Bill Flanagan

Personal information
- Full name: William Flanagan

Playing information
- Position: Prop, Lock, Hooker
Club
| Years | Team | Pld | T | G | FG | P |
| 1926–29 | University | 45 | 12 | 32 | 0 | 100 |
- Source:

= Bill Flanagan (rugby league) =

Australian rugby league footballer

Bill Flanagan was an Australian rugby league footballer who played in the 1920s. He played for University in the New South Wales Rugby League (NSWRL) competition.

==Playing career==
Flanagan made his first grade debut for University against Western Suburbs in Round 12 1926 at the Sydney Cricket Ground. Flanagan scored a try in the 20-8 victory.

In 1926, University went on to finish 4th on the table and qualified for their first finals campaign. The Students went on to defeat Glebe in the preliminary final.
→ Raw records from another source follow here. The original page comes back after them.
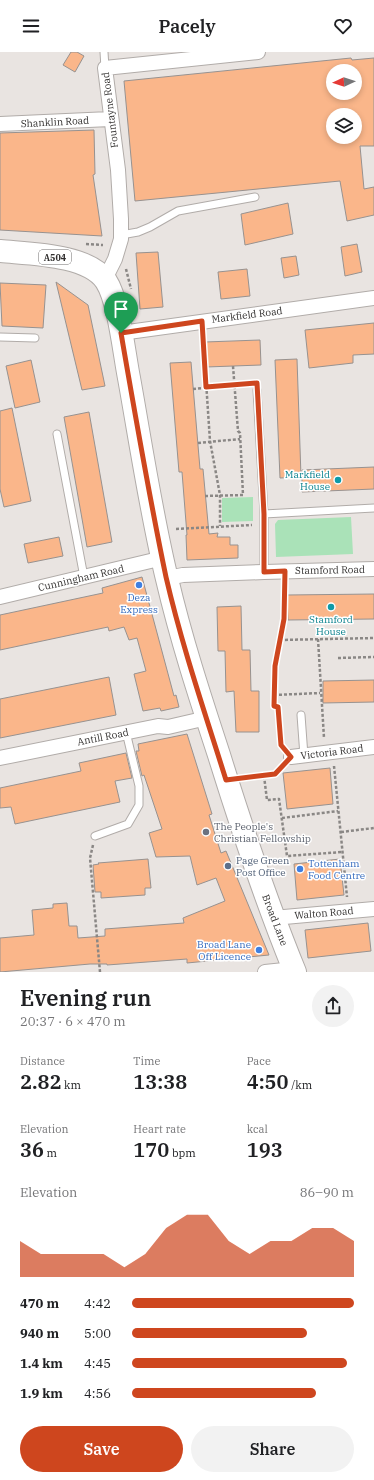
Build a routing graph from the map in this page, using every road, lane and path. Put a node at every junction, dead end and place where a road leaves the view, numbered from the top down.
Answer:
1 (104, 52) edge
2 (258, 52) edge
3 (105, 68) junction
4 (110, 119) junction
5 (0, 124) edge
6 (255, 198) dead end
7 (121, 235) junction
8 (0, 251) edge
9 (125, 265) dead end
10 (105, 279) junction
11 (132, 294) dead end
12 (374, 298) edge
13 (202, 321) junction
14 (121, 333) junction
15 (0, 338) edge
16 (35, 338) dead end
17 (233, 366) dead end
18 (234, 385) junction
19 (206, 387) junction
20 (193, 389) dead end
21 (257, 390) joint
22 (57, 434) dead end
23 (240, 439) junction
24 (210, 440) junction
25 (198, 442) dead end
26 (220, 495) junction
27 (205, 496) dead end
28 (374, 508) edge
29 (264, 514) junction
30 (264, 524) junction
31 (220, 526) junction
32 (157, 530) junction
33 (165, 568) junction
34 (374, 569) edge
35 (285, 571) junction
36 (264, 572) junction
37 (84, 577) junction
38 (1, 592) edge
39 (374, 638) edge
40 (318, 639) junction
41 (280, 640) junction
42 (374, 657) edge
43 (338, 658) dead end
44 (320, 693) junction
45 (274, 695) junction
46 (301, 715) dead end
47 (207, 718) junction
48 (126, 732) junction
49 (374, 747) edge
50 (328, 753) junction
51 (297, 757) junction
52 (0, 758) edge
53 (264, 776) junction
54 (226, 780) junction
55 (338, 811) junction
56 (282, 818) junction
57 (374, 828) edge
58 (341, 832) junction
59 (95, 836) joint
60 (342, 852) junction
61 (374, 909) edge
62 (348, 911) junction
63 (273, 918) junction
64 (295, 971) edge
65 (100, 972) edge
66 (265, 972) edge

1 - 3 lane
2 - 3 street, Fountayne Road
3 - 4 street, Fountayne Road
4 - 5 street, Shanklin Road
4 - 7 street, Fountayne Road
6 - 7 lane
7 - 10 street, Fountayne Road
8 - 10 main road, A504
9 - 11 path
10 - 14 main road, Broad Lane
12 - 13 street, Markfield Road
13 - 14 street, Markfield Road
13 - 19 path
14 - 32 main road, Broad Lane
15 - 16 lane
17 - 18 path
18 - 19 path
18 - 21 path
18 - 23 path
19 - 20 path
19 - 24 path
21 - 29 lane
22 - 37 lane
23 - 24 path
23 - 26 path
24 - 25 path
24 - 26 path
26 - 27 path
26 - 31 path
28 - 29 lane
29 - 30 lane
30 - 31 path
30 - 36 lane
31 - 32 path
32 - 33 main road, Broad Lane
33 - 36 street, Stamford Road
33 - 37 street, Cunningham Road
33 - 47 main road, Broad Lane
34 - 35 street, Stamford Road
35 - 36 street, Stamford Road
35 - 41 path
37 - 38 street, Cunningham Road
39 - 40 path
40 - 41 path
40 - 44 path
41 - 45 path
42 - 43 path
44 - 45 path
44 - 50 path
45 - 51 path
46 - 51 lane
47 - 48 street, Antill Road
47 - 54 main road, Broad Lane
48 - 52 street, Antill Road
48 - 59 lane
49 - 50 street, Victoria Road
50 - 51 street, Victoria Road
50 - 55 path
51 - 53 path
53 - 54 path
53 - 56 path
54 - 63 main road, Broad Lane
55 - 56 path
55 - 58 path
56 - 60 path
57 - 58 path
58 - 60 path
59 - 65 path
60 - 62 path
61 - 62 street, Walton Road
62 - 63 street, Walton Road
63 - 64 main road, Broad Lane
64 - 66 street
In the grand final, The Students opponents were South Sydney who boasted the likes of George Treweek, Eddie Root and Alf Blair and had gone the previous season undefeated. Flanagan played at prop in the game as Souths raced out to an 11-0 lead at halftime. A second half fightback by University was not enough and Souths ran out winners 11-5 at the Royal Agricultural Society Grounds in front of 20,000 spectators.

In 1927, University finished last on the table and claimed the wooden spoon in a complete form reversal. University did much better the following season in 1928 finishing 5th. In Flanagan's last season with the club, they finished last on the table winning only 2 games for the entire year. Flanagan finished the top point scorer for the club with 65 points.